Boulder Community Health Director Robert Vissers echoed that.
“Ideally we want less people infected,” he said, “but even if we can spread it out over a couple months rather than a couple weeks,” that will help our capacity. We “expect to have a challenging couple months ahead, (but) it’s very heartening and encouraging” to local government acting quickly.
Vissers said the Foothills hospital is still in good shape “at least compared to other parts of the country,” though personal protective equipment supplies remain constrained throughout the region and nation. BCH is particularly struggling to provide enough gowns.
The community has stepped up, donating masks and gloves.
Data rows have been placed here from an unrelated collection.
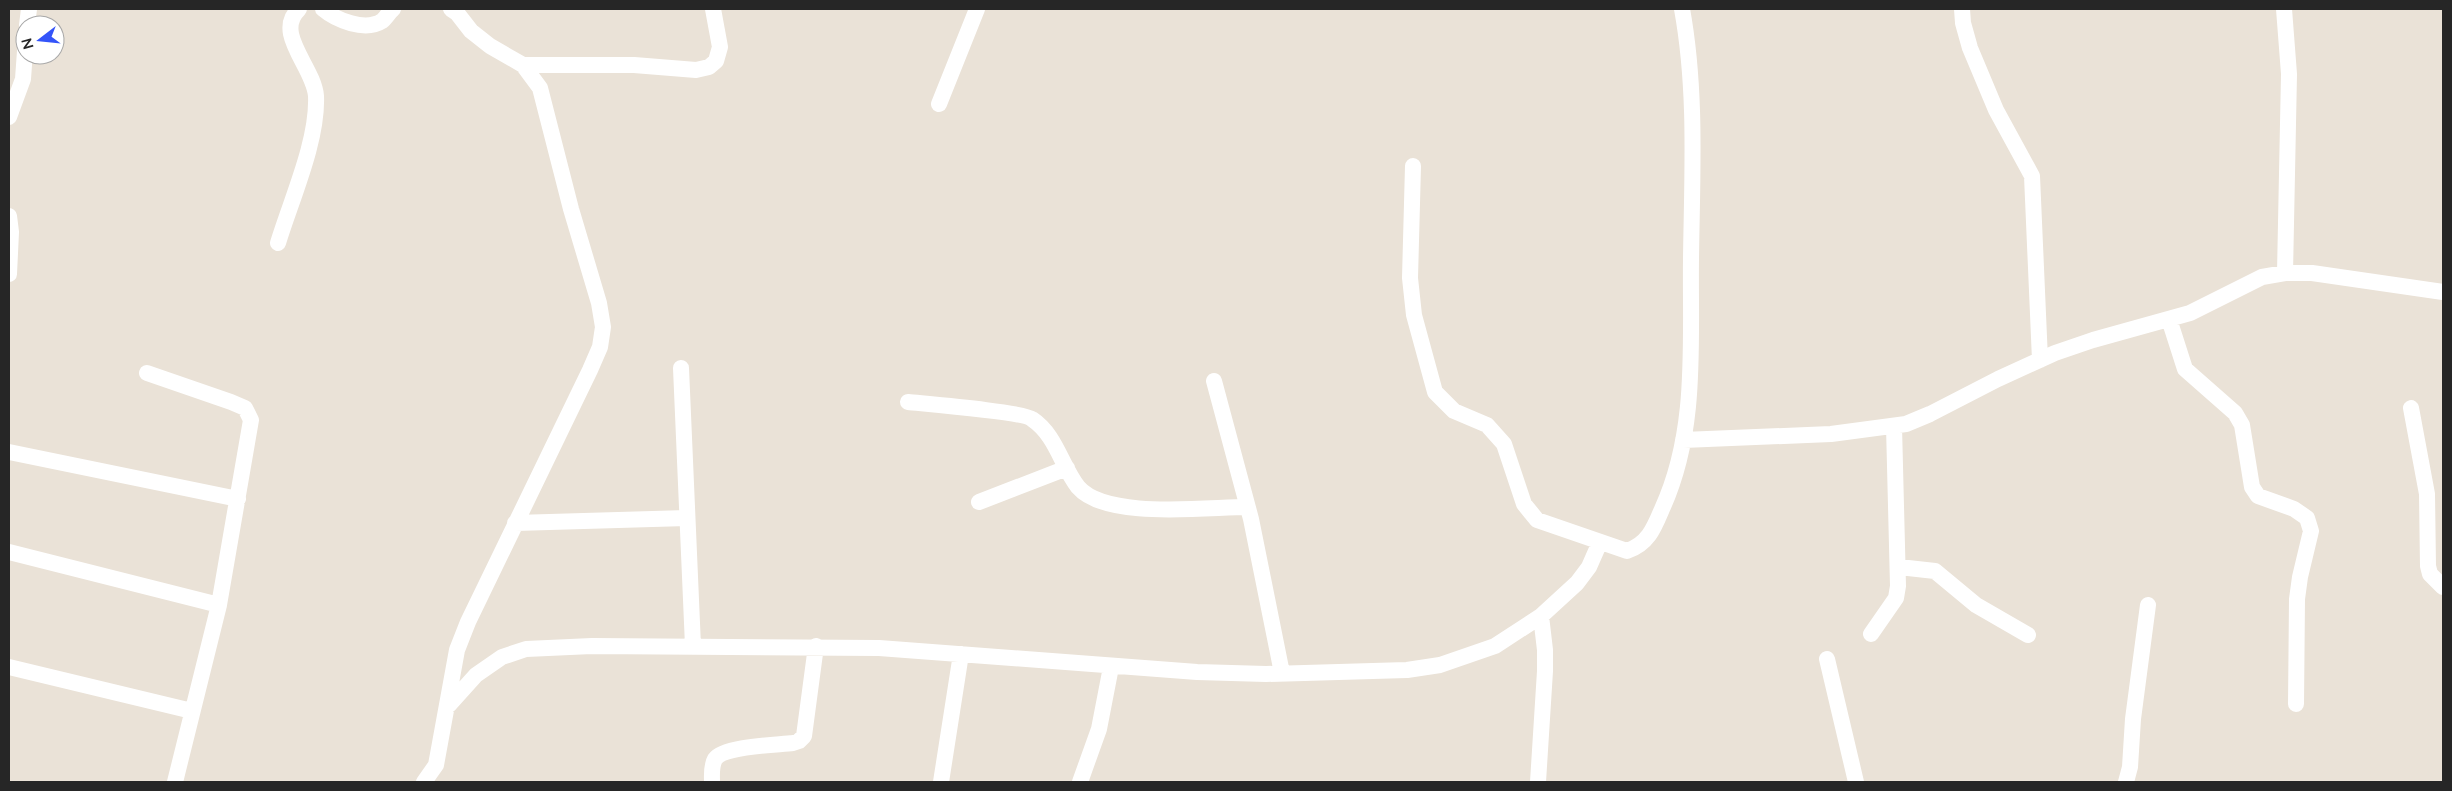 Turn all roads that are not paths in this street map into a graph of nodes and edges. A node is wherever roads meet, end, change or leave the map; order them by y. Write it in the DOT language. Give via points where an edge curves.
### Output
graph roads {
  1 [pos="299,9"];
  2 [pos="323,9"];
  3 [pos="393,9"];
  4 [pos="451,9"];
  5 [pos="712,9"];
  6 [pos="977,9"];
  7 [pos="1682,9"];
  8 [pos="1962,9"];
  9 [pos="2284,9"];
  10 [pos="24,65"];
  11 [pos="523,66"];
  12 [pos="939,104"];
  13 [pos="9,117"];
  14 [pos="1413,166"];
  15 [pos="9,216"];
  16 [pos="278,244"];
  17 [pos="2285,273"];
  18 [pos="9,274"];
  19 [pos="2443,292"];
  20 [pos="2169,319"];
  21 [pos="2040,360"];
  22 [pos="681,368"];
  23 [pos="147,373"];
  24 [pos="1214,381"];
  25 [pos="908,402"];
  26 [pos="2411,408"];
  27 [pos="1894,426"];
  28 [pos="1683,440"];
  29 [pos="9,452"];
  30 [pos="1067,468"];
  31 [pos="238,499"];
  32 [pos="979,502"];
  33 [pos="1247,507"];
  34 [pos="687,518"];
  35 [pos="515,523"];
  36 [pos="1600,542"];
  37 [pos="9,552"];
  38 [pos="1899,567"];
  39 [pos="2443,586"];
  40 [pos="219,605"];
  41 [pos="2148,605"];
  42 [pos="1541,616"];
  43 [pos="1871,634"];
  44 [pos="2028,635"];
  45 [pos="693,646"];
  46 [pos="816,646"];
  47 [pos="961,654"];
  48 [pos="1826,659"];
  49 [pos="9,667"];
  50 [pos="1111,667"];
  51 [pos="1282,673"];
  52 [pos="2296,704"];
  53 [pos="449,705"];
  54 [pos="192,711"];
  55 [pos="175,782"];
  56 [pos="424,782"];
  57 [pos="712,782"];
  58 [pos="941,782"];
  59 [pos="1080,782"];
  60 [pos="1538,782"];
  61 [pos="1856,782"];
  62 [pos="2126,782"];
  1 -- 16 [label="street" via="290,24 291,39 311,74 316,95 314,130"];
  2 -- 3 [label="street" via="341,20 357,24 382,21"];
  4 -- 11 [label="street" via="471,31"];
  5 -- 11 [label="street" via="720,47 716,61 709,67 696,70 634,65"];
  6 -- 12 [label="street"];
  7 -- 28 [label="street" via="1688,51 1693,149 1691,356 1689,407"];
  8 -- 21 [label="street" via="1970,48 1996,110 2032,176"];
  9 -- 17 [label="street" via="2289,74"];
  10 -- 13 [label="street" via="23,79"];
  11 -- 35 [label="street" via="540,88 603,326 600,348"];
  14 -- 36 [label="street" via="1411,287 1414,315 1435,392 1454,411 1487,425 1504,444 1524,504 1537,520"];
  15 -- 18 [label="street"];
  17 -- 19 [label="street" via="2337,276"];
  17 -- 20 [label="street" via="2262,278 2198,310"];
  20 -- 21 [label="street" via="2093,340"];
  20 -- 52 [label="street" via="2185,369 2235,413 2242,425 2252,486 2258,496 2294,509 2307,518 2311,531 2297,599"];
  21 -- 27 [label="street" via="1930,414"];
  22 -- 34 [label="street"];
  23 -- 31 [label="street" via="245,408 251,420"];
  24 -- 33 [label="street"];
  25 -- 30 [label="street" via="1031,417 1048,433"];
  26 -- 39 [label="street" via="2427,494 2428,566 2430,574"];
  27 -- 28 [label="street" via="1831,434"];
  27 -- 38 [label="street"];
  28 -- 36 [label="street" via="1670,492 1646,540 1627,551"];
  29 -- 31 [label="street"];
  30 -- 32 [label="street"];
  30 -- 33 [label="street" via="1079,488 1109,506 1133,509"];
  31 -- 40 [label="street"];
  33 -- 51 [label="street"];
  34 -- 35 [label="street"];
  34 -- 45 [label="street"];
  35 -- 53 [label="street" via="457,650"];
  36 -- 42 [label="street" via="1589,567 1577,583"];
  37 -- 40 [label="street"];
  38 -- 43 [label="street" via="1896,598"];
  38 -- 44 [label="street" via="1934,572 1976,605"];
  40 -- 54 [label="street"];
  41 -- 62 [label="street"];
  42 -- 51 [label="street" via="1495,646 1440,665 1407,670"];
  42 -- 60 [label="street" via="1545,664"];
  45 -- 46 [label="street"];
  45 -- 53 [label="street" via="526,650 502,656 488,666"];
  46 -- 47 [label="street"];
  46 -- 57 [label="street" via="804,736 793,743 720,754 714,760"];
  47 -- 50 [label="street"];
  47 -- 58 [label="street"];
  48 -- 61 [label="street"];
  49 -- 54 [label="street"];
  50 -- 51 [label="street"];
  50 -- 59 [label="street" via="1099,729"];
  53 -- 56 [label="street" via="436,765"];
  54 -- 55 [label="street"];
} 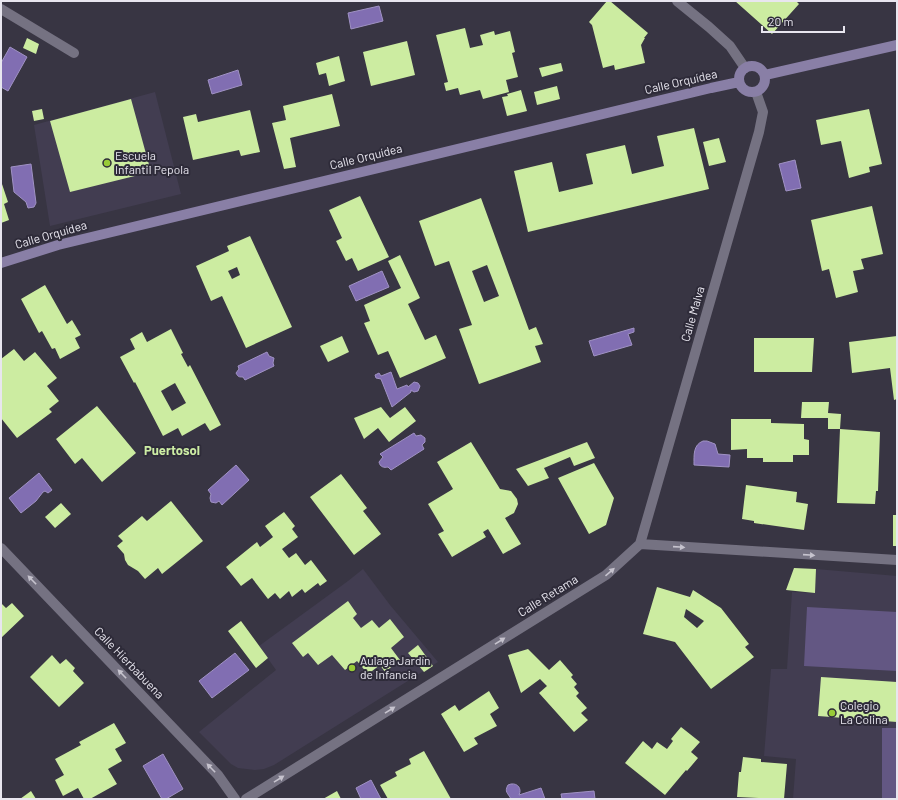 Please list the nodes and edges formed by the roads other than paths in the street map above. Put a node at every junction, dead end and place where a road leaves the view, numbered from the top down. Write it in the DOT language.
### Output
graph roads {
  1 [pos="677,1"];
  2 [pos="1,8"];
  3 [pos="897,45"];
  4 [pos="74,53"];
  5 [pos="745,68"];
  6 [pos="765,75"];
  7 [pos="739,82"];
  8 [pos="756,92"];
  9 [pos="1,263"];
  10 [pos="640,544"];
  11 [pos="1,548"];
  12 [pos="897,560"];
  13 [pos="236,799"];
  14 [pos="246,799"];
  1 -- 5 [label="street"];
  2 -- 4 [label="street"];
  3 -- 6 [label="street"];
  5 -- 6 [label="street"];
  5 -- 7 [label="street"];
  6 -- 8 [label="street"];
  7 -- 8 [label="street"];
  7 -- 9 [label="street, Calle Orquídea"];
  8 -- 10 [label="street, Calle Malva"];
  10 -- 12 [label="street, one-way"];
  14 -- 10 [label="street, Calle Retama, one-way"];
  13 -- 11 [label="street, Calle Hierbabuena, one-way"];
}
Boulder Library’s makerspace, BLDG 61, is 3D printing masks and has posted instructional videos to YouTube in English and Spanish.
“A surge” in cases is expected sometime in late April or May, Zayach said. There aren’t specific predictions for Boulder County, in terms of the number of local infections that might be seen locally.
Zayach has repeatedly said the best estimate for community COVID prevalence is 50 times that of confirmed cases — 4,050, based off Saturday’s updated report.
Did you know: At the peak of the 1918 flu pandemic in Boulder County, 649 residents were ill. The city was placed under quarantine. “Schools, churches and even movie theaters were closed, and dances and social and club gatherings were banned. Housewives were urged to report any peddlers who came to their doors with non-essential goods.”
Source: Historian Silvia Pettem, writing for the Daily Camera in 2009
BCH can provide up to 230 beds, including 57 intensive care beds, Vissers said. It currently has 4-5 ventilators but could “modify” other machines to serve a similar purpose, creating capacity for 30 patients “and probably beyond.”
If enough people get seriously sick at the same time, it would be easy to get overwhelmed. There aren’t extra supplies to go around in Colorado: The state will need “three to four times” the number of ICU beds and ventilators that it currently has to deal with a growing outbreak.
If our capacity is below the peak of the predicted surge, Visser said, “that clearly will cost people’s lives.”
Governor Jared Polis last week formed a task force that will facilitate manufacturers to make needed equipment. President Donald Trump, using powers granted under the Defense Protection Act, on Friday ordered General Motors to begin manufacturing ventilators.
Also in the works, locally, is a plan for where to put patients who are in recovery but still contagious, thereby freeing up hospital capacity for COVID patients. Vissers said officials are looking at hotels and dorms.
Roughly two-thirds of CU students — more than 5,000 — who live on campus have moved out following a university request, leaving several hundred behind, according to a report from CU Independent.
Boulder County Public Health and BCH are scheduled to return to council on Tuesday for another update.